• Dataset items:
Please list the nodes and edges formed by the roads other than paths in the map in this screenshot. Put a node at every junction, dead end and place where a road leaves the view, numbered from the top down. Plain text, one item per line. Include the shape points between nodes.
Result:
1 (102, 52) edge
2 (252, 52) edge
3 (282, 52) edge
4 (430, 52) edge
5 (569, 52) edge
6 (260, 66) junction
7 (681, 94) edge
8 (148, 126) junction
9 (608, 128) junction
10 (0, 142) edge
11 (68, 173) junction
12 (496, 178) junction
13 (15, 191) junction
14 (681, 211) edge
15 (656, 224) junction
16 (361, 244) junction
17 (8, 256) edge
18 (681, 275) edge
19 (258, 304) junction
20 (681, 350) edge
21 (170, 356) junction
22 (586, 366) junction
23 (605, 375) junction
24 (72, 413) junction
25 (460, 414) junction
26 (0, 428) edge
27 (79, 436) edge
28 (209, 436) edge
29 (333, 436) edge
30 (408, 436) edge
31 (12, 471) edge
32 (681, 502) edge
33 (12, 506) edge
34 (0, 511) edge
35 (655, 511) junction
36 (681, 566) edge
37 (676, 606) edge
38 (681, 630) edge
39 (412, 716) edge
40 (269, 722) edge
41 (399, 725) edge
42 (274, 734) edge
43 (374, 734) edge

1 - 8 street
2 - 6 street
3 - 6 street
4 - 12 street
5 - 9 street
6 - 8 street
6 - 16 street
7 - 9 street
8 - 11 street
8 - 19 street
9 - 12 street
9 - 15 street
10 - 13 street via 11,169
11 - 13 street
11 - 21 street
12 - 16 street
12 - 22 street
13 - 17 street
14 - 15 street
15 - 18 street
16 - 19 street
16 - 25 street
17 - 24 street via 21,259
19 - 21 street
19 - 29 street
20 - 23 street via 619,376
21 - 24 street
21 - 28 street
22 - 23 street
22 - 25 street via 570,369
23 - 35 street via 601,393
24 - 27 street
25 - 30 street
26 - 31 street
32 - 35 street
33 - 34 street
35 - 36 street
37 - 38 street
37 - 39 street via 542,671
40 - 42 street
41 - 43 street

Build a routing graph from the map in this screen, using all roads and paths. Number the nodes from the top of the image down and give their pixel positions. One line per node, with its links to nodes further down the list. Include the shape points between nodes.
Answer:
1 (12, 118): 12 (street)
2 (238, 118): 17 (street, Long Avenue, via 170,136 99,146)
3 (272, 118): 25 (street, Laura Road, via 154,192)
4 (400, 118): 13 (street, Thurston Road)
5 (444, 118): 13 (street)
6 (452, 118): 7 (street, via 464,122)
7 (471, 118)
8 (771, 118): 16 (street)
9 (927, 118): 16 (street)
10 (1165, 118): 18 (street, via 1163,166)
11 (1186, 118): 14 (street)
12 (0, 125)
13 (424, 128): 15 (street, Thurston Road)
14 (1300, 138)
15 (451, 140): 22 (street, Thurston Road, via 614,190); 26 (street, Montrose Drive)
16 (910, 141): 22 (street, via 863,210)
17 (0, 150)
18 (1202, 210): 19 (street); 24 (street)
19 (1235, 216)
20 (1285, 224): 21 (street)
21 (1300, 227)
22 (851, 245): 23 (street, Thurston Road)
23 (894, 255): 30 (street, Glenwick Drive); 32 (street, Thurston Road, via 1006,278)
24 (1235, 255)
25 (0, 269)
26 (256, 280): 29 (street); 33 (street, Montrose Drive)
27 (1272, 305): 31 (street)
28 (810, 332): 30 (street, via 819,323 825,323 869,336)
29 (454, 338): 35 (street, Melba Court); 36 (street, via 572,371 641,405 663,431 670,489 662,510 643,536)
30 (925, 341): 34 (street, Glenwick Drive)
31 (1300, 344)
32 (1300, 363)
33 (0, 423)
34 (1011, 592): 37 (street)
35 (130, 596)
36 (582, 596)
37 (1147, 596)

• TRY IT:
Count how many lines in the entries hold "Drive" and reply with that number alone.

• SOLVED EXERCISE:
4